Un simple gesto puede modificar el destino o valer más que cien reflexiones sesudas. Cuando Julián recibió el beso de Eva, cuando lo enfrentó con amor y deseo, volvió a sentirse el inmortal Orfeo que tal vez siempre fuese, y dijo en voz alta y clara, para que su Eurídice de cabellos rojos pudiera oírlo: “Esta noche bajaré sin temor a los Infiernos para rescatarte, mi bella Eva. Y no habrá ni Furia, ni inmortal que pueda impedirlo. Plutón rehuirá mi mirada, mi querida Eurídice”. “Vedesti mai di me più lieto / e fortunato amante?” (“¿Has visto alguna vez un amante más alegre y feliz que yo?”).

1 Libreto de Alessandro Striggio, el joven.
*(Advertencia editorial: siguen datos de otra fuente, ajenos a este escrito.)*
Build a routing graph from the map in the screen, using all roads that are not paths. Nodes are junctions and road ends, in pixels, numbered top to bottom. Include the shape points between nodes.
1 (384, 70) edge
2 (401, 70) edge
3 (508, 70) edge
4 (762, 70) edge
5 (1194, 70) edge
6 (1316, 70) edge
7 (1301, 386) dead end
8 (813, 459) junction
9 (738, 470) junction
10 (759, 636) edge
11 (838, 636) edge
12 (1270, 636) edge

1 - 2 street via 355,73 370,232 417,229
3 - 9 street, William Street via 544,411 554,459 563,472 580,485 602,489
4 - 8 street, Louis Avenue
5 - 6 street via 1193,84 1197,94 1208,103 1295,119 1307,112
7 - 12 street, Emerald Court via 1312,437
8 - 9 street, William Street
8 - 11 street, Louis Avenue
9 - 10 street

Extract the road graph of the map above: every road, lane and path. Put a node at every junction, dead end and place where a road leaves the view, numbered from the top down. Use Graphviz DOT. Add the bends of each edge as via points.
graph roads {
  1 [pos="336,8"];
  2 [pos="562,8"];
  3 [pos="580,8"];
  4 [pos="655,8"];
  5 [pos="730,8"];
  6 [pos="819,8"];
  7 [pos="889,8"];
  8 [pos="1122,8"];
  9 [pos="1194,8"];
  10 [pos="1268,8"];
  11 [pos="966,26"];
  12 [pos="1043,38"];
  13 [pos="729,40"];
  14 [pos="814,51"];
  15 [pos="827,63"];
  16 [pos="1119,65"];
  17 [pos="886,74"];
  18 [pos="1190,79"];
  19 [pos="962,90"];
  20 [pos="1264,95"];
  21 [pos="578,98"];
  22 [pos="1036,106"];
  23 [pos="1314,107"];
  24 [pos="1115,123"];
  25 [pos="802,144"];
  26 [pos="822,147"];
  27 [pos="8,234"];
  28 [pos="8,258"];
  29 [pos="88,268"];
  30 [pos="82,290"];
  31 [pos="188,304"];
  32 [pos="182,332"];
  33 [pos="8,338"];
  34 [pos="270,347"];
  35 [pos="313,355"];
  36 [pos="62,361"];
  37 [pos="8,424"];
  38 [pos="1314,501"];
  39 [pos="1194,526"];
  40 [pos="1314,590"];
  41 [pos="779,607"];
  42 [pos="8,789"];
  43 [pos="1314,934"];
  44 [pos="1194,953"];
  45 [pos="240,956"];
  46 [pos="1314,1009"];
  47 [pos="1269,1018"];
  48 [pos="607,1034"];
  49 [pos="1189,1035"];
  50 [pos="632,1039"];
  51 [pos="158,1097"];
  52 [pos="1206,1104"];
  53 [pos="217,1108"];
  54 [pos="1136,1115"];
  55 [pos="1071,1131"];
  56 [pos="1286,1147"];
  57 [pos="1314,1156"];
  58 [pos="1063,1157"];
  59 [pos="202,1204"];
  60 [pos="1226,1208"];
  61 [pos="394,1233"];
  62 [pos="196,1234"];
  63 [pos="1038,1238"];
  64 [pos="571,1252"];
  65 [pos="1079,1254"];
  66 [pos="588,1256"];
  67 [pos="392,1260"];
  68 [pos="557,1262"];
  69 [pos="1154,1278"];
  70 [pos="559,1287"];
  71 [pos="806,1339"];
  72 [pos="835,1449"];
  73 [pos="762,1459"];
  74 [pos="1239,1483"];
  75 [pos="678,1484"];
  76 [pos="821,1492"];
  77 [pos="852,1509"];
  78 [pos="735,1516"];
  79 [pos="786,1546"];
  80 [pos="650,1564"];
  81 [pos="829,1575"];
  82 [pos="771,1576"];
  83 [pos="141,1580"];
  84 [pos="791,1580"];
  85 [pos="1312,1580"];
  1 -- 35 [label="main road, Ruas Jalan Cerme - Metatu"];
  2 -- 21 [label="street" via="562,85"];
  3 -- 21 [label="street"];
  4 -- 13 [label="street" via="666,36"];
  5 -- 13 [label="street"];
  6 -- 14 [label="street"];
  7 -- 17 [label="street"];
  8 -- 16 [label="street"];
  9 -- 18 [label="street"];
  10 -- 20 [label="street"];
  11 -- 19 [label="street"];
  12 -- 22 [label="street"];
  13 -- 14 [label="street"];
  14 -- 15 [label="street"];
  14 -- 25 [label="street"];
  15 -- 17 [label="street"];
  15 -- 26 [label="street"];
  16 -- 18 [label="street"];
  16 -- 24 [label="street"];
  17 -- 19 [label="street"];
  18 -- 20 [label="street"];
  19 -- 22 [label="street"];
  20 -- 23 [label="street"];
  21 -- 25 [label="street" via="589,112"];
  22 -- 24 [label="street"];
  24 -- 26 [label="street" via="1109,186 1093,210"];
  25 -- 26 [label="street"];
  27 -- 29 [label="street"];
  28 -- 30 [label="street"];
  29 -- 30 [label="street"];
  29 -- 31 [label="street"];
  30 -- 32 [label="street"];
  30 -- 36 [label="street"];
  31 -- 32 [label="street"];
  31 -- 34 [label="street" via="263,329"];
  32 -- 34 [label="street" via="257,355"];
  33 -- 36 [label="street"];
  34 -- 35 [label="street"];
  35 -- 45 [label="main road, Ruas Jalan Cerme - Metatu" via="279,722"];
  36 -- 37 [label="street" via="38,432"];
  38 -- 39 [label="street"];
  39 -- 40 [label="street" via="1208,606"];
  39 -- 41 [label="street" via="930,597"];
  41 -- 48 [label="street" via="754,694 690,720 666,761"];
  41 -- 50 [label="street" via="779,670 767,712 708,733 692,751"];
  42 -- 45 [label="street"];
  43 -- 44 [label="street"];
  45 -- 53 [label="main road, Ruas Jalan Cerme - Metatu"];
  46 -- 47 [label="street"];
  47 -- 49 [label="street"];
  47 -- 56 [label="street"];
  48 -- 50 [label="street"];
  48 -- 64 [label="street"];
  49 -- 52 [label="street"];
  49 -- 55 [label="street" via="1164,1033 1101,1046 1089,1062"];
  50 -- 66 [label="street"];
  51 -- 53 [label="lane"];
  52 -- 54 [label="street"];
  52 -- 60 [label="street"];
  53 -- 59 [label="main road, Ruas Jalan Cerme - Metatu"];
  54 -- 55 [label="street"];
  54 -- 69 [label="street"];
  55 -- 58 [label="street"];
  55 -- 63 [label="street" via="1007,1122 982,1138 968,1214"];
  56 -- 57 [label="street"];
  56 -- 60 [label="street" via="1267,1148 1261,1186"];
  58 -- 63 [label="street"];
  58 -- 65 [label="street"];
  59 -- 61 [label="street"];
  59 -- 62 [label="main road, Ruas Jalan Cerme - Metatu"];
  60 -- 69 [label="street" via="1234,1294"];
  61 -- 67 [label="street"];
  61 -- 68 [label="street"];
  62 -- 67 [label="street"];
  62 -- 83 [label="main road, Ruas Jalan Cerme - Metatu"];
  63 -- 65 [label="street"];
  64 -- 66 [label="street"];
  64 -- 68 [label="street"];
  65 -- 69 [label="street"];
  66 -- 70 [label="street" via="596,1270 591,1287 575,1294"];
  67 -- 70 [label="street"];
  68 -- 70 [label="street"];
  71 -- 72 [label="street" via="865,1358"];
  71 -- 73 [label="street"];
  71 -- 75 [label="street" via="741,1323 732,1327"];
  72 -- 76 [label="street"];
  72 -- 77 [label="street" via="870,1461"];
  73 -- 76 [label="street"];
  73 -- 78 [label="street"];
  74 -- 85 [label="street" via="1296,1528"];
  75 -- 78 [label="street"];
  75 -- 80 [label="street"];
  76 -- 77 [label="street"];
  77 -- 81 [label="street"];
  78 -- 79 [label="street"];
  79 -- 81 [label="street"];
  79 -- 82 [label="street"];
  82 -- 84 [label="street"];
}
Alonso Cano: San Francisco de Borja (1624):

 

Soy Francisco de Borja y Aragón. III General de la Compañía de Jesús, IV Duque de Gandía, I Marqués de Llombay, Grande de España y Virrey de Cataluña. Nieto de Don Alonso de Aragón, Virrey de Aragón e hijo ilegítimo del Rey Fernando II de Aragón. Bisnieto de Rodrigo de Borja, más conocido como Papa Alejandro VI.

Estudié en Zaragoza con el matemático y filósofo Gaspar Lax. Me formé en la Corte de Don Carlos I de España y V del Sacro Imperio Romano Germánico.

Fui amigo personal de la Reina Doña Juana I de Castilla.

Mi padre, Don Juan de Borja, me concedió el título de barón de Llombay mientras que el Emperador me nombró Gentilhombre de la Casa de Borgoña.

En 1529 casé con Doña Leonor de Castro, dama de la Emperatriz Doña Isabel. Esta noble y bella señora, sin igual en toda corte europea, me nombró Caballerizo Mayor suyo y elevó mi baronía de Llombay a Marquesado.

Pero la emperatriz Doña Isabel murió prematuramente el 1º de mayo de 1539 en Toledo, con tan solo 36 años de edad. Bella como pudo demostrar el singular Tiziano. Ningún otro acontecimiento en vida me ha provocado tamaña impresión. El día de su muerte fue el día de mi conversión.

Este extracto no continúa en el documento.